Segment Open

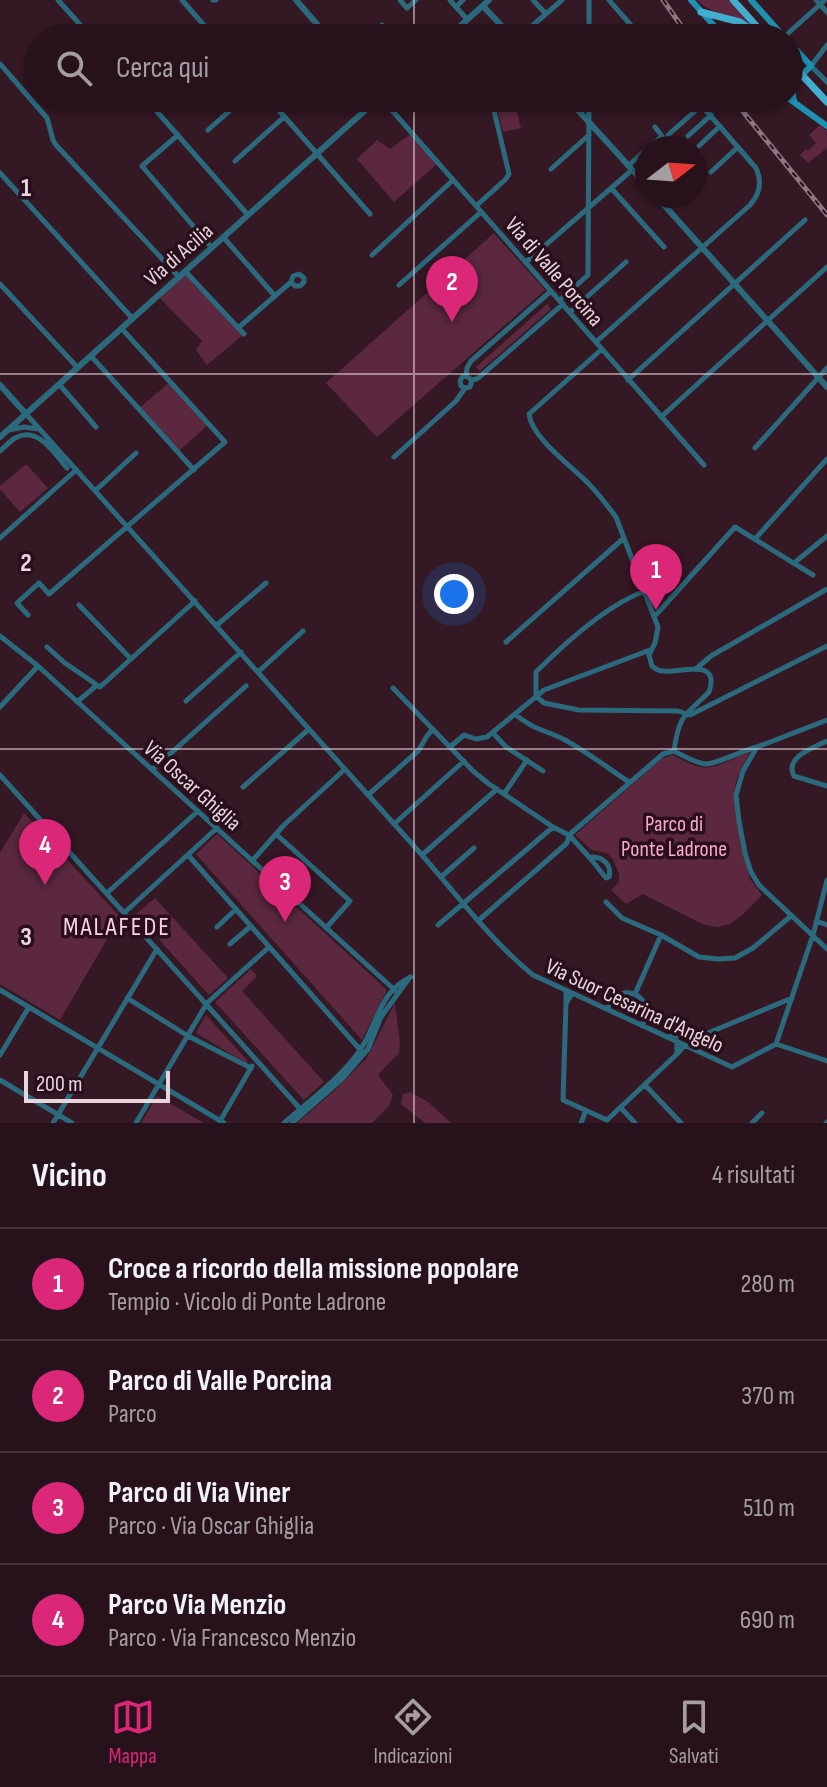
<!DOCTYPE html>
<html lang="it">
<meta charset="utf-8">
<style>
:root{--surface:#27121b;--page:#332028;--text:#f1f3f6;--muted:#a49ea3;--line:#43323a;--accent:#db2777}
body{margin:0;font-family:"Sofia Sans Condensed",sans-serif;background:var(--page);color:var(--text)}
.compass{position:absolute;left:635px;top:136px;width:72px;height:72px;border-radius:50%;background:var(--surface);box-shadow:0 2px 6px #0004;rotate:73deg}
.scale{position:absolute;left:24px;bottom:20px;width:146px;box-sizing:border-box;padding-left:8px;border:4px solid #e9d5dc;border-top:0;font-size:22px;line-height:28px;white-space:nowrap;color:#e9d5dc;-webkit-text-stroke:6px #290e1b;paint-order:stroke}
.you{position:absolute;left:454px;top:594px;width:28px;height:28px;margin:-20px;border:6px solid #fff;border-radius:50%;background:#1a73e8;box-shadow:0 0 0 12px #1a73e833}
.badge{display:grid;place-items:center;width:52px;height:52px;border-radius:50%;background:var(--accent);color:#fff;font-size:26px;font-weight:700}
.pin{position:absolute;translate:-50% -66px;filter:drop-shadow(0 2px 4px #0008)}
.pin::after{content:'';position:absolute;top:42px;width:28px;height:24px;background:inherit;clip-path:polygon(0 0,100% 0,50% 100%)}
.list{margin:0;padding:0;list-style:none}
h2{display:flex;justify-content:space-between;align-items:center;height:104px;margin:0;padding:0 32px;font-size:34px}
h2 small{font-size:26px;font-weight:400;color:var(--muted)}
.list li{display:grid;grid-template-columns:52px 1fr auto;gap:24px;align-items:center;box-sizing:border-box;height:112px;padding:0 32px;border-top:2px solid var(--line)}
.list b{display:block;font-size:30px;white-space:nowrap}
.list p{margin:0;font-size:26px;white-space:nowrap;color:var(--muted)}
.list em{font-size:26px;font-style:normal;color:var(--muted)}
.icon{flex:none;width:44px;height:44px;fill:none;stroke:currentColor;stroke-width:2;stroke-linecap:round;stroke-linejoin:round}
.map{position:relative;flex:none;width:827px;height:1123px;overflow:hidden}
.search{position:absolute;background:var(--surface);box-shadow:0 2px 6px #0004;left:24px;right:24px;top:24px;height:88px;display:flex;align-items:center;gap:20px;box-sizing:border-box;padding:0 28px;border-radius:44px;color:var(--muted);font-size:30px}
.sheet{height:552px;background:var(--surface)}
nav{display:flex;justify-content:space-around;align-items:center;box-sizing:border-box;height:112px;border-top:2px solid var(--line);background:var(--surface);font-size:22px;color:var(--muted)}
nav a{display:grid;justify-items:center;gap:4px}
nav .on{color:var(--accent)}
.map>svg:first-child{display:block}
.green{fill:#5b283f}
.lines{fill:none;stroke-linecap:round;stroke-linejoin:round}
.minor{stroke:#2b697d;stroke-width:5}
.tertiary{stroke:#2b697d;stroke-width:6}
.secondary{stroke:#1c91b2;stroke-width:6}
.primary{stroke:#43adcf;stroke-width:7}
.rail-casing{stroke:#8e7680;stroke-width:5}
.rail{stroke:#290e1b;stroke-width:2;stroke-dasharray:6;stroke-linecap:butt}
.grid{fill:none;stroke:#e9d5dc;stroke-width:2;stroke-opacity:0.55}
.labels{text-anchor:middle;stroke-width:7;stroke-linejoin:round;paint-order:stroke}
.street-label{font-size:22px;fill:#e9d5dc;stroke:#290e1b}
.park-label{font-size:22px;fill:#faaaca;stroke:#290e1b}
.quarter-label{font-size:26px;letter-spacing:2px;fill:#f9d1e0;stroke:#290e1b}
.grid-label{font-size:26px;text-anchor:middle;font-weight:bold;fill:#e9d5dc;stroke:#290e1b;stroke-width:7;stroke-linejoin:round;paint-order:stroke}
</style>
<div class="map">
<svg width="827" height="1123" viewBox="0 0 827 1123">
<rect width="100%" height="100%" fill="#341824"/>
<path class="green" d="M697,0H728L748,22C731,13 711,15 697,0Z
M515,104L521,128L503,132L497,108Z
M820,125L827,131V148L808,163L800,155L806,149L808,151L816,143L809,135Z
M412,133L438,163L394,202L357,159L377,140L390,149Z
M494,233L545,290L377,437L326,383Z
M185,270L244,334L207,365L196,350L202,341L158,296Z
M547,304L551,309L480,371L476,367Z
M170,382L209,424L178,452L138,409Z
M26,464L48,488L20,512L0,489V486Z
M750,752L737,778L734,794L740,840L750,879L762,895L741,916L730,924L718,927L705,925L643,894L626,904L611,890L619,882V874L613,860L607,853L592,850L575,835L661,759L673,755C711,777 712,766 750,752Z
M24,813L120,917L60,1020L0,984V853Z
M217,834L387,990L362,1040L196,854Z
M155,898L228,978L209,995L136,914Z
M251,969L257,976L242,991L324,1082L304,1100L215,1002Z
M395,1003L400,1044L399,1053L378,1075L393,1095L389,1106L372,1123H297L334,1091L366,1059Z
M206,1015L248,1061L246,1063L196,1033Z
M410,1092L428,1102L451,1123H425L401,1104L403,1094Z
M157,1096L204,1123H141Z"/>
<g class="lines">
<path class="minor" d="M58,0L92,38
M182,0L215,38
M213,0H216
M400,0L407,8L416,0
M450,0L456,7
M463,0L456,7L467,19
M533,0L546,14
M609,0L642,38
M816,0L827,12
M382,25L393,38
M784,37L825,0
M189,38L204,25
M518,38L562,0
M589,38V0
M827,45L811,66L827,82
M0,64L47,118L53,140L56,145L179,277
M145,98L248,215
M268,98L370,214
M381,98L704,465
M181,100L183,98
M629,109L639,98
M208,130L244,98
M178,135L142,166L212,248
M668,135L702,105
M688,136L711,115
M699,146L720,126
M649,148L662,136L655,127
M235,161L284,117
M628,166L647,149
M551,169L589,135
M711,172L738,147
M0,173L133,319
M640,179L647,173
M611,188L664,247
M476,206L506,179L509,174L491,98
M224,238L275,296
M372,255L453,180
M526,262L632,170
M185,271L244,334
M0,284L78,368
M399,285L481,212
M560,300L588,275L589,98
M570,312L626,262
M238,328L291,282L293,276L299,274L304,278V282L300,286H295L291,282
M596,342L750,205C760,194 762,181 756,168L695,98
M602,349L529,414C532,438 570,465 587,482C598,493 607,505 616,517L658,627L655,643L649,655L652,666C656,669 657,671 663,671C680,673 721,657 709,692C685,716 679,714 674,751C684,756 695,763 706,764C717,764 743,750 757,747
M91,356L194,470
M466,376L467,368L471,361L551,291
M472,380L477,379L563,304
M628,380L805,220
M59,384L96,427
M26,414L422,855C456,894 493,943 533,975L732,1067L776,1044L813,935L827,880
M661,417L827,267
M9,430L24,427L38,429
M755,448L827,368
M0,451C5,447 10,441 15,438C38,425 55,454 67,468
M394,457L456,401L465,388L470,387L472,380L466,376L462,377L460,381L461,386L465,388
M95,491L136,453
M0,538L76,470
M755,539L827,459
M794,563L827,536
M645,591C606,605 565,643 536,672V696L544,703L579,710L678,711L690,715L827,646
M79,605L130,658
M28,615L17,603L39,583L49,594L225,442L122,329
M654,617L735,527L813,575
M217,625L266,583
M0,636L38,666L398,993
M506,642L624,538
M47,647L65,663L100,687L195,601
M697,668L711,656L827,589
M258,672L303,631
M393,688L473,771L489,784L553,827L569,835L663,754L674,751
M186,701L241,652
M77,702L97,685
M0,707L38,666
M515,714C533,730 546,730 565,740C587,752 608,768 629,782
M827,720L757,747L743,771L736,795L739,821L745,853L751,872L759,885L827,949
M493,733L506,747L543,771
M827,741C813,748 784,757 794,776L827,786
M450,747L464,735L476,739L487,737L544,690L650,650
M152,770L246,686
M0,775L303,1112
M243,787L309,729
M504,794L527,760
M368,795L418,751L427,736L433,729
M394,824L464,761
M276,834L350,901L326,928
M188,855L364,1054
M422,855L497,789
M592,857C603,857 612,865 609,877L606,878L590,858Z
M252,861L284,825L345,769
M441,877L474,848
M107,893L198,811
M606,902L622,918L661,935L699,957L718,959L735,958L753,948L791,916
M125,912L217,828
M479,920L567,843L569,835L590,858
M816,921L827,925
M438,925L553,827
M217,927L236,909
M230,944L251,926
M0,990L224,1123
M566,991V1003L572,994
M635,994L661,935
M127,998L188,1036L251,1068
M566,1003L563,1100L607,1120L677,1054
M607,1009C607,1008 613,999 614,998C626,986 648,996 646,1013C646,1017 644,1022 642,1026
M666,1037L708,1033L792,998
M677,1043V1054L684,1046
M776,1044L827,1061
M0,1055L29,1007
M0,1080L72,1123
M645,1085L681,1123
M621,1108L635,1123
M220,1121L252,1066
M53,1123L157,949
M136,1123L207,1003L269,947
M284,1123C310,1100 348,1073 365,1042C378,1018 383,989 411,977
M292,1123L342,1079L368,1049L381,1017L410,977
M581,1123L586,1110
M752,1123L762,1113
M826,1123L827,1122"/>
<path class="tertiary" d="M296,0L329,38
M483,6L513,38
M447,38L489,0
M490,38L502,26
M567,98L647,186
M656,196L827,387
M0,385L26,414
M0,437L379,98"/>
<path class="secondary" d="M691,0L725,38
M751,0L785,38
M789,42L811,66C800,77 787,86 795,103
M788,98L827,126"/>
<path class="primary" d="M733,0L761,31
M701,12L740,22L764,38
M789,61L827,102"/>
<defs>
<path id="rail" d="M663,0L690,38
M732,98L827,215"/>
</defs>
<use href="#rail" class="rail-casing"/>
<use href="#rail" class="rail"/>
</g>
<path class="grid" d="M414,0V38M414,98V1123M0,374H827M0,749H827"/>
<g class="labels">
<g class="street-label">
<text transform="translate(178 254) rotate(-41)" y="8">Via di Acilia</text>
<text transform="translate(555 271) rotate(49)" y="8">Via di Valle Porcina</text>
<text transform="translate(193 785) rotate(42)" y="8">Via Oscar Ghiglia</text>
<text transform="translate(635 1005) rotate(25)" y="8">Via Suor Cesarina d'Angelo</text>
</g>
<g class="park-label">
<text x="674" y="831">Parco di<tspan x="674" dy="25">Ponte Ladrone</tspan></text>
</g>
<g class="quarter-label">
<text x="117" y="935">MALAFEDE</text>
</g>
</g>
<g class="grid-label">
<text x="26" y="196">1</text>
<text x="26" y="571">2</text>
<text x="26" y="945">3</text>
</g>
</svg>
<svg class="compass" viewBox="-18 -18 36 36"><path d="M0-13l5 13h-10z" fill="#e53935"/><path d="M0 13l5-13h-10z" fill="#a49ea3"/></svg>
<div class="scale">200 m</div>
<div class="you"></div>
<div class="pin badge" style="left:656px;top:610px">1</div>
<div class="pin badge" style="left:452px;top:322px">2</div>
<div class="pin badge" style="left:285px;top:922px">3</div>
<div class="pin badge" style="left:45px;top:885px">4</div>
<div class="search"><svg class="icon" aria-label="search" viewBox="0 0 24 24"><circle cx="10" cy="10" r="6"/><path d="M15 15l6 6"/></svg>Cerca qui</div>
</div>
<section class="sheet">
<h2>Vicino<small>4 risultati</small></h2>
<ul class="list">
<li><span class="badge">1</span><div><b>Croce a ricordo della missione popolare</b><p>Tempio · Vicolo di Ponte Ladrone</p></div><em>280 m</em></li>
<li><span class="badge">2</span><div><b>Parco di Valle Porcina</b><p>Parco</p></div><em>370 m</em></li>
<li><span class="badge">3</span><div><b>Parco di Via Viner</b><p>Parco · Via Oscar Ghiglia</p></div><em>510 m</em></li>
<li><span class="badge">4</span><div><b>Parco Via Menzio</b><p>Parco · Via Francesco Menzio</p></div><em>690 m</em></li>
</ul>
</section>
<nav>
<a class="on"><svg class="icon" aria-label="map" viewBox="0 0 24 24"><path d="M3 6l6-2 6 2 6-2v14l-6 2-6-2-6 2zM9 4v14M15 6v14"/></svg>Mappa</a>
<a><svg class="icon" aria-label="directions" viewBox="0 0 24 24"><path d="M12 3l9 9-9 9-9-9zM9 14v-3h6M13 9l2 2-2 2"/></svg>Indicazioni</a>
<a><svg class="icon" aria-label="saved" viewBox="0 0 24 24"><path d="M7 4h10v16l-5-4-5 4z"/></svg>Salvati</a>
</nav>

Segment Closed

• _TASK DESCRIPTION_:
Only the count is needed: the number of lines in the data that include the word "scale".

• _OUTPUT_:
2